### Work to complete
Among the entries below, which lines include the string "Paderewskiego"? Show each one.

Records shown START

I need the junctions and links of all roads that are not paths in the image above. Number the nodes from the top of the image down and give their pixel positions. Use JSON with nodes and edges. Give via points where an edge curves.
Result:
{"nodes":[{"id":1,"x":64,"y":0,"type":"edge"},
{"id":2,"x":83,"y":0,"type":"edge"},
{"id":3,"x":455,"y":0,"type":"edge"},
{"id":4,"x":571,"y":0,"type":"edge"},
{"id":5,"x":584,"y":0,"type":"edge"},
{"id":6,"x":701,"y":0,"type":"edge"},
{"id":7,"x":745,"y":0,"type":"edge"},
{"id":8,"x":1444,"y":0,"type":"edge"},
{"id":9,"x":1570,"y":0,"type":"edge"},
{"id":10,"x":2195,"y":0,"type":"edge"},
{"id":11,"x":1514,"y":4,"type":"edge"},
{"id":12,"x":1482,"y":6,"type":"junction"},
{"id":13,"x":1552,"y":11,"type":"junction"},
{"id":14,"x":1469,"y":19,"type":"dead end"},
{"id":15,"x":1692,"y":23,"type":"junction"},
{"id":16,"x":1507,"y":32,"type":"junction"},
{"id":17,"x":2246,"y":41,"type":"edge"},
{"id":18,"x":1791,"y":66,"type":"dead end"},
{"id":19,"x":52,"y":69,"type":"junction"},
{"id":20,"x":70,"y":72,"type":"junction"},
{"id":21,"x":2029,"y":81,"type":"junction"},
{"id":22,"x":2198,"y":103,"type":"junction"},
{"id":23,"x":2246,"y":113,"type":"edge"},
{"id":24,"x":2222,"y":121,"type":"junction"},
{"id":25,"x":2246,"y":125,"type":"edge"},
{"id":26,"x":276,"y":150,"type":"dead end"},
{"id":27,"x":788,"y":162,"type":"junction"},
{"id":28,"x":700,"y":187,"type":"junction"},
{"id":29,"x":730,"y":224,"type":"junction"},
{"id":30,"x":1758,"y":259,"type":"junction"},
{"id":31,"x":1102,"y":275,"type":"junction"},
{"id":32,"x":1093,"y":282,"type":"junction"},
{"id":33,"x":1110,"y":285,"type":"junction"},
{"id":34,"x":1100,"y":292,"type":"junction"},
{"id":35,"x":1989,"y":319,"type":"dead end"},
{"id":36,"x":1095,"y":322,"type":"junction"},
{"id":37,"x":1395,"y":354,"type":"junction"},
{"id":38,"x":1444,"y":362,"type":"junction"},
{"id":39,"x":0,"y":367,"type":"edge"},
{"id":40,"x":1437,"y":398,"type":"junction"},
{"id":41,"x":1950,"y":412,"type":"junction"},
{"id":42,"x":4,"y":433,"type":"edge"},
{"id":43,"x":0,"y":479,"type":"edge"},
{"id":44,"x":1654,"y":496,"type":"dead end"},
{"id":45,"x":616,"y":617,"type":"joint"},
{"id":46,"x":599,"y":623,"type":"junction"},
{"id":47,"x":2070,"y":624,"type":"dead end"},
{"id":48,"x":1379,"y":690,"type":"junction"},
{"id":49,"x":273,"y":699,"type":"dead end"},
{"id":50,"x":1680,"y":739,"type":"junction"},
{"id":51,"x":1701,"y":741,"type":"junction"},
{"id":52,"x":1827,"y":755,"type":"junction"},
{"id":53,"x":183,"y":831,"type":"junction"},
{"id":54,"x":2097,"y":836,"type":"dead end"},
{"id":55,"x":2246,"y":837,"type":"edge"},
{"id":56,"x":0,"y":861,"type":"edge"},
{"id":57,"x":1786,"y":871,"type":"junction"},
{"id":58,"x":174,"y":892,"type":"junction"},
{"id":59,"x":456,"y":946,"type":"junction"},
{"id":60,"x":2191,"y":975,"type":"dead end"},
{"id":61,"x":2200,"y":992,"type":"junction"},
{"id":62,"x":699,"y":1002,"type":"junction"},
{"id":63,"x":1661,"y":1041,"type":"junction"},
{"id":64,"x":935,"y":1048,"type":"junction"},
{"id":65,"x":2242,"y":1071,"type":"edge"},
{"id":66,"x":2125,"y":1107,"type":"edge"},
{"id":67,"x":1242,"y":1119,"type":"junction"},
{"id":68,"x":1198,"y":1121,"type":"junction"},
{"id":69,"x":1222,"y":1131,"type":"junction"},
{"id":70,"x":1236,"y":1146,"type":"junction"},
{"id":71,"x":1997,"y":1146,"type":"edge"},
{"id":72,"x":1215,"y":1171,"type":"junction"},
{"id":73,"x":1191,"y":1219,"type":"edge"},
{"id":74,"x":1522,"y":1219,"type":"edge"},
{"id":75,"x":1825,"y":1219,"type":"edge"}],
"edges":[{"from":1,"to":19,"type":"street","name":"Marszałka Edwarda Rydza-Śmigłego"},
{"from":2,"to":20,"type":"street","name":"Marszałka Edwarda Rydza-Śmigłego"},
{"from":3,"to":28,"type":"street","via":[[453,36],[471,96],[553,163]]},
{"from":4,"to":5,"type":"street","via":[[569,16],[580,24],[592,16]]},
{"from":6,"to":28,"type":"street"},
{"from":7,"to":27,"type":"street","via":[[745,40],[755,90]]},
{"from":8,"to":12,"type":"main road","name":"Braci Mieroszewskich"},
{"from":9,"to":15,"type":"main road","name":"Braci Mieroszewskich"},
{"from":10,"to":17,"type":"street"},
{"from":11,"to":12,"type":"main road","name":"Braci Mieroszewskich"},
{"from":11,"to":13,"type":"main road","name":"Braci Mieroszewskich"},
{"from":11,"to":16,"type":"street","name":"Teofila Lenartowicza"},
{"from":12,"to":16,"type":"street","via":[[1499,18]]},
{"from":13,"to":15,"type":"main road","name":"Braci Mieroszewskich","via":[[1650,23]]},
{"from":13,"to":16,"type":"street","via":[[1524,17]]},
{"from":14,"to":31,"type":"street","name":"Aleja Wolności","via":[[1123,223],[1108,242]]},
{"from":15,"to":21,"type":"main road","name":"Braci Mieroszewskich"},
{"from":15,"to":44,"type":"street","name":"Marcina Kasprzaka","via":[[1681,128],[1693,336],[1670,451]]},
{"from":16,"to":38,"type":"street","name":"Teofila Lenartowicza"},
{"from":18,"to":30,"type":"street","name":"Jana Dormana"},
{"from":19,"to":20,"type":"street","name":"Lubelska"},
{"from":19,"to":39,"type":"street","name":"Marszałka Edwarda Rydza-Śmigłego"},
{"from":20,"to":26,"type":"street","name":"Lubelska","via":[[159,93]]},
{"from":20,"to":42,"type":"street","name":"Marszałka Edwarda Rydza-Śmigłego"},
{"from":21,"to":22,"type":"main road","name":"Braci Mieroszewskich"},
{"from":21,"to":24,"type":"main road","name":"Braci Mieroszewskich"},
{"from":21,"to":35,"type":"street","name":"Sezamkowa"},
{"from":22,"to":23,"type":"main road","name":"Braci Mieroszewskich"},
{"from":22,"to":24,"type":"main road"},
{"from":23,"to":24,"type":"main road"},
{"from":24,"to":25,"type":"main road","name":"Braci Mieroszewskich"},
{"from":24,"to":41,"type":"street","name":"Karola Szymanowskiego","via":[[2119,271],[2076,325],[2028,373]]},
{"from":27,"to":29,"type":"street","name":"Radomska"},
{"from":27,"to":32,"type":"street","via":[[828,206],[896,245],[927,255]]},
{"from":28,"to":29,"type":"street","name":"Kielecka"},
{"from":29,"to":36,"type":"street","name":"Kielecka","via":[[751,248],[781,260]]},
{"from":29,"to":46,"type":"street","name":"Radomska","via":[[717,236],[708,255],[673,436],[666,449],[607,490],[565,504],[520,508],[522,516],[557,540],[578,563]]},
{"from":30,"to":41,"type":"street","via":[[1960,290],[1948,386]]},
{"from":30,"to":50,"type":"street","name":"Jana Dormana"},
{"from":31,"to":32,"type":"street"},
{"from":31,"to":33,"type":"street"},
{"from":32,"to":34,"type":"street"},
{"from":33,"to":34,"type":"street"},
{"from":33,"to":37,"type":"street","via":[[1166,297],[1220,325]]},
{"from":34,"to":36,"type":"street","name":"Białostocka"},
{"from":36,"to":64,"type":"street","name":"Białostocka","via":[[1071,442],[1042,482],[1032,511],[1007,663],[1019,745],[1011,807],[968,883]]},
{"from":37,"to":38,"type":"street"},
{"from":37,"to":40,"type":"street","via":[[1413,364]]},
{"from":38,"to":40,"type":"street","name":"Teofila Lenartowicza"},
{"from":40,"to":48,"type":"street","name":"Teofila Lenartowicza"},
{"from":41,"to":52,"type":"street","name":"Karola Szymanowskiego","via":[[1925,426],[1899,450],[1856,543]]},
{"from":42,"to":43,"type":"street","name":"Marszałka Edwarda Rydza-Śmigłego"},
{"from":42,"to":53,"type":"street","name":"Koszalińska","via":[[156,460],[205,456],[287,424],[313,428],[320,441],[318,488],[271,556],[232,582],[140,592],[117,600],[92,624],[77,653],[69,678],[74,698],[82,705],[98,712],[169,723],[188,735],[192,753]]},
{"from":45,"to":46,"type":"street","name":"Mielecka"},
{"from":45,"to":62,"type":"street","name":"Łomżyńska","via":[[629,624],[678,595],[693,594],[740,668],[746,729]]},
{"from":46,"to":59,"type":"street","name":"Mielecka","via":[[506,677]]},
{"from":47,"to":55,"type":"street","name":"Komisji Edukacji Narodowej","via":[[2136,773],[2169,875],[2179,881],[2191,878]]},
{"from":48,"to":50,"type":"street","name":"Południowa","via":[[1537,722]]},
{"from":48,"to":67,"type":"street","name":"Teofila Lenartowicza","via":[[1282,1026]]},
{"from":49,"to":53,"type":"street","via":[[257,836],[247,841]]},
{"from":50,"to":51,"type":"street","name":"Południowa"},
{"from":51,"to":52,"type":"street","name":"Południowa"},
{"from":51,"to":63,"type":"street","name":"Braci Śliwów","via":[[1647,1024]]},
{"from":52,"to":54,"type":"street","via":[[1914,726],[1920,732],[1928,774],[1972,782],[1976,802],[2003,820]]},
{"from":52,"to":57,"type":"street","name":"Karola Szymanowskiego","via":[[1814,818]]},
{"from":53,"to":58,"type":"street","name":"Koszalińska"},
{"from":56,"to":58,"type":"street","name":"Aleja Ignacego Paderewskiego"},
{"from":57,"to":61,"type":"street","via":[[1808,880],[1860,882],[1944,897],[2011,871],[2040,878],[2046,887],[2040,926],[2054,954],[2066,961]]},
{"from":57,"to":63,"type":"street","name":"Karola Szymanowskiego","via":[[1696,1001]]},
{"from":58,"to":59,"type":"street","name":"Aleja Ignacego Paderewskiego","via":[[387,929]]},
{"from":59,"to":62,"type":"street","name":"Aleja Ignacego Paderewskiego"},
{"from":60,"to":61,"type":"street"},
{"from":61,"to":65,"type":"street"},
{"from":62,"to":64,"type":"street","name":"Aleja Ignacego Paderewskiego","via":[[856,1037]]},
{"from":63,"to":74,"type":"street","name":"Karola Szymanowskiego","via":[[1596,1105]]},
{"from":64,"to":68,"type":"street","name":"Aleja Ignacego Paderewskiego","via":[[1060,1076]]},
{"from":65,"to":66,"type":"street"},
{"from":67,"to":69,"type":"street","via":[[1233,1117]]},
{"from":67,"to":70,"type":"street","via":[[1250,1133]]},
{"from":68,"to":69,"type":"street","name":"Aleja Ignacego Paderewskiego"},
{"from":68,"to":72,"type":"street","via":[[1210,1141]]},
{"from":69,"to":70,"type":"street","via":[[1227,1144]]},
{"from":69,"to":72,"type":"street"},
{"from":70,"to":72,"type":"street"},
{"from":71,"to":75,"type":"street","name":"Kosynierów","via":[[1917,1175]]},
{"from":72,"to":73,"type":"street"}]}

Records shown END

### Task solution
{"from":56,"to":58,"type":"street","name":"Aleja Ignacego Paderewskiego"},
{"from":58,"to":59,"type":"street","name":"Aleja Ignacego Paderewskiego","via":[[387,929]]},
{"from":59,"to":62,"type":"street","name":"Aleja Ignacego Paderewskiego"},
{"from":62,"to":64,"type":"street","name":"Aleja Ignacego Paderewskiego","via":[[856,1037]]},
{"from":64,"to":68,"type":"street","name":"Aleja Ignacego Paderewskiego","via":[[1060,1076]]},
{"from":68,"to":69,"type":"street","name":"Aleja Ignacego Paderewskiego"},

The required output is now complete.